### [WHAT TO WORK ON]
Filter the data below, keeping only lines that contain "Almvägen".

### [INPUT]
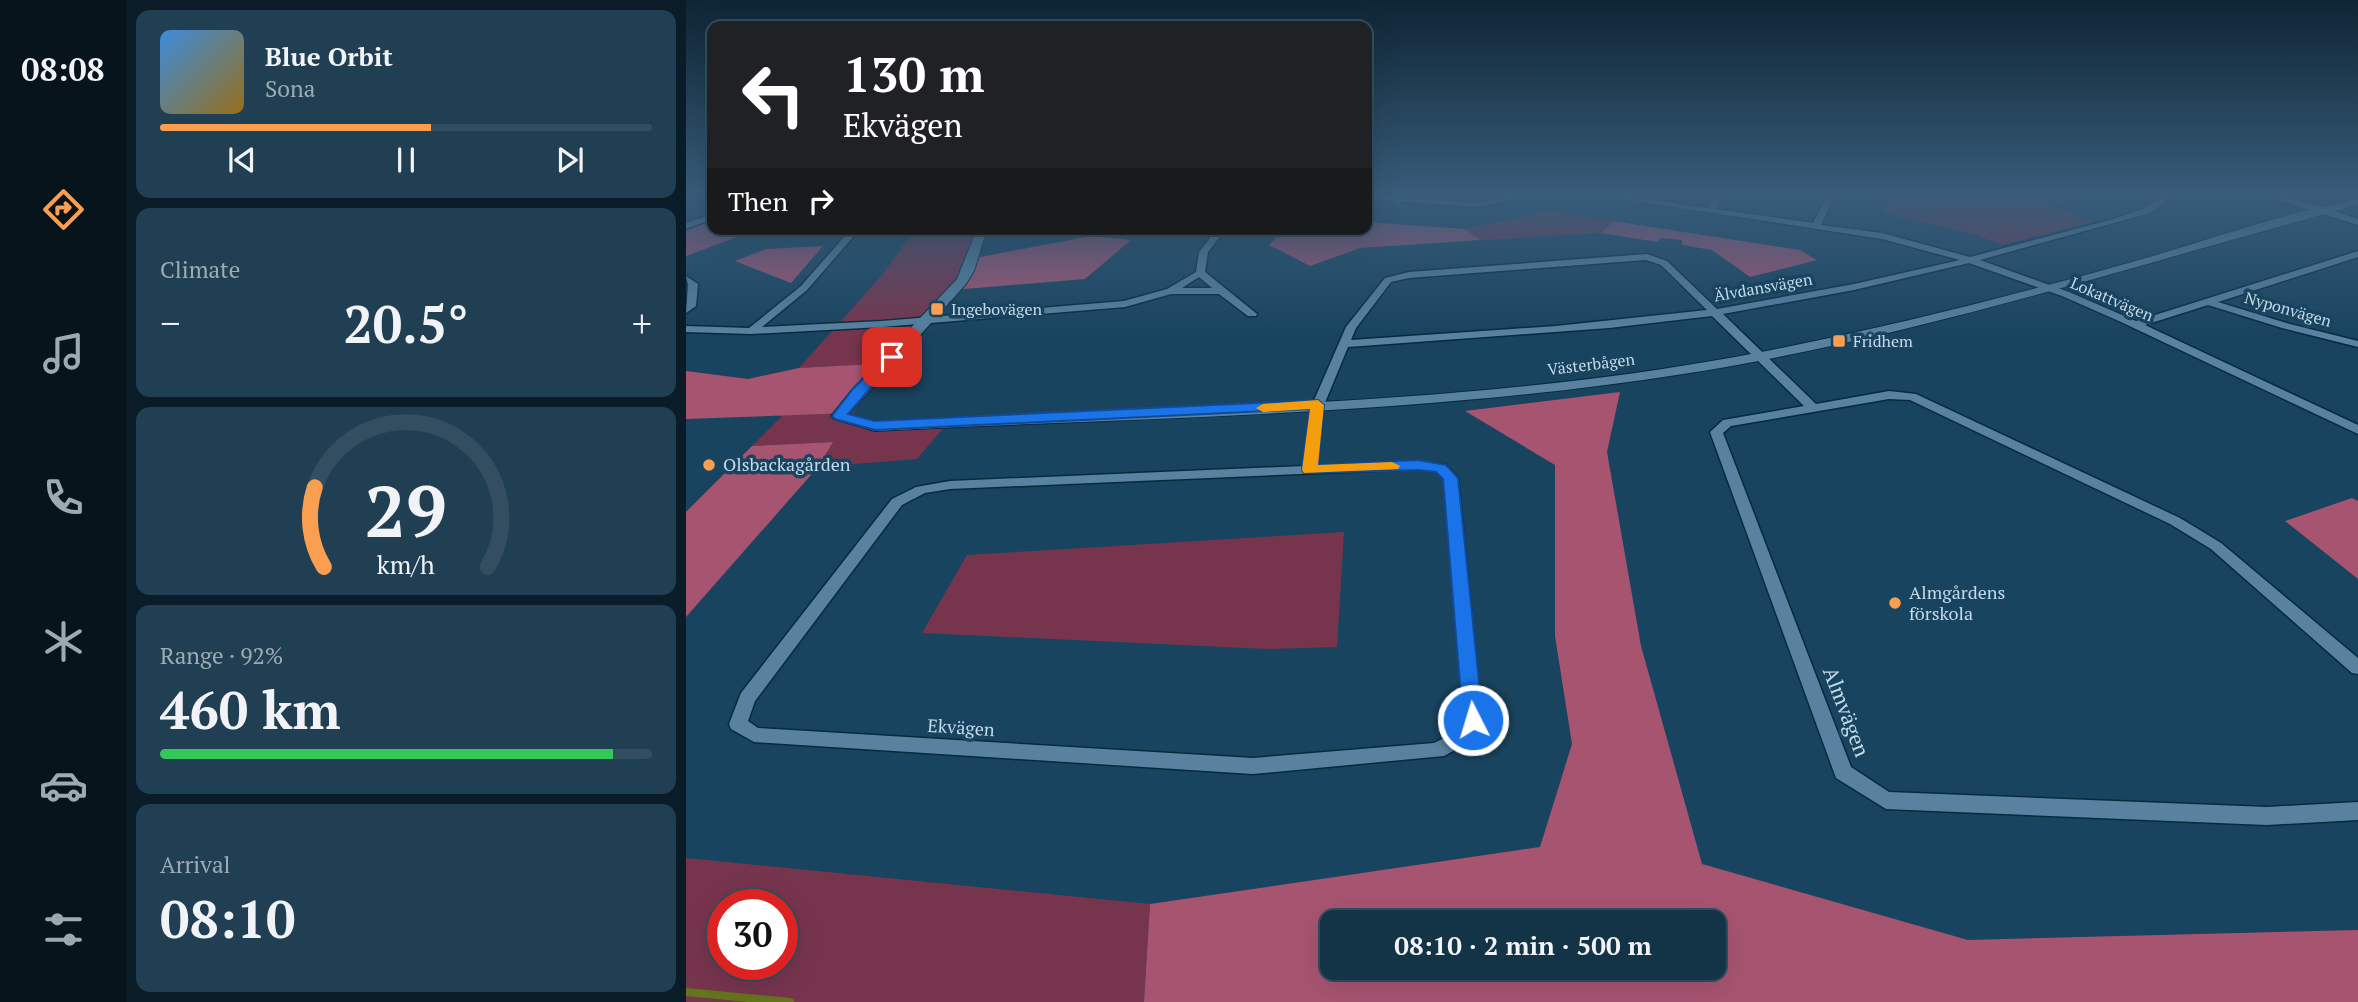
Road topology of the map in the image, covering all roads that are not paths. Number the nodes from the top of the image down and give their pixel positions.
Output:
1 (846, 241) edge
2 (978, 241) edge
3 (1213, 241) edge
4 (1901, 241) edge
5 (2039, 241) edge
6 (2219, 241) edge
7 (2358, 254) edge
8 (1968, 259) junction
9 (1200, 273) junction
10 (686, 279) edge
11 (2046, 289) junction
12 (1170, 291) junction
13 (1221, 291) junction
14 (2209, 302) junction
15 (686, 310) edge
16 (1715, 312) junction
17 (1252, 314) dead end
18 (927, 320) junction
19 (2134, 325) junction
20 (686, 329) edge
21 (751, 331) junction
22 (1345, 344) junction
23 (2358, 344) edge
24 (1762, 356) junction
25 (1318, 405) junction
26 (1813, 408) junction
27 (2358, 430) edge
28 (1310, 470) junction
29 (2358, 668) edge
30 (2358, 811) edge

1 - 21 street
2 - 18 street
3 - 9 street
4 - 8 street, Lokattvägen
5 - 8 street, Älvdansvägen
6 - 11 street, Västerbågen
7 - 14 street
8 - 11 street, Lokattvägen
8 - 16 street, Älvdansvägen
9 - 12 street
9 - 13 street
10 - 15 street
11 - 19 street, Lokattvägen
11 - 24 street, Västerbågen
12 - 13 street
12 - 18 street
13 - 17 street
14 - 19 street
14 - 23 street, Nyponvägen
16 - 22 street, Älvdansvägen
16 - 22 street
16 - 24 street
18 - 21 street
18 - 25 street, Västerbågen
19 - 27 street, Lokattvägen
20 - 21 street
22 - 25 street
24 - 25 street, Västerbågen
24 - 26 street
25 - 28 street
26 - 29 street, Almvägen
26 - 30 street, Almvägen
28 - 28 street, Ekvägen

### [ANSWER FOR THIS EXERCISE]
26 - 29 street, Almvägen
26 - 30 street, Almvägen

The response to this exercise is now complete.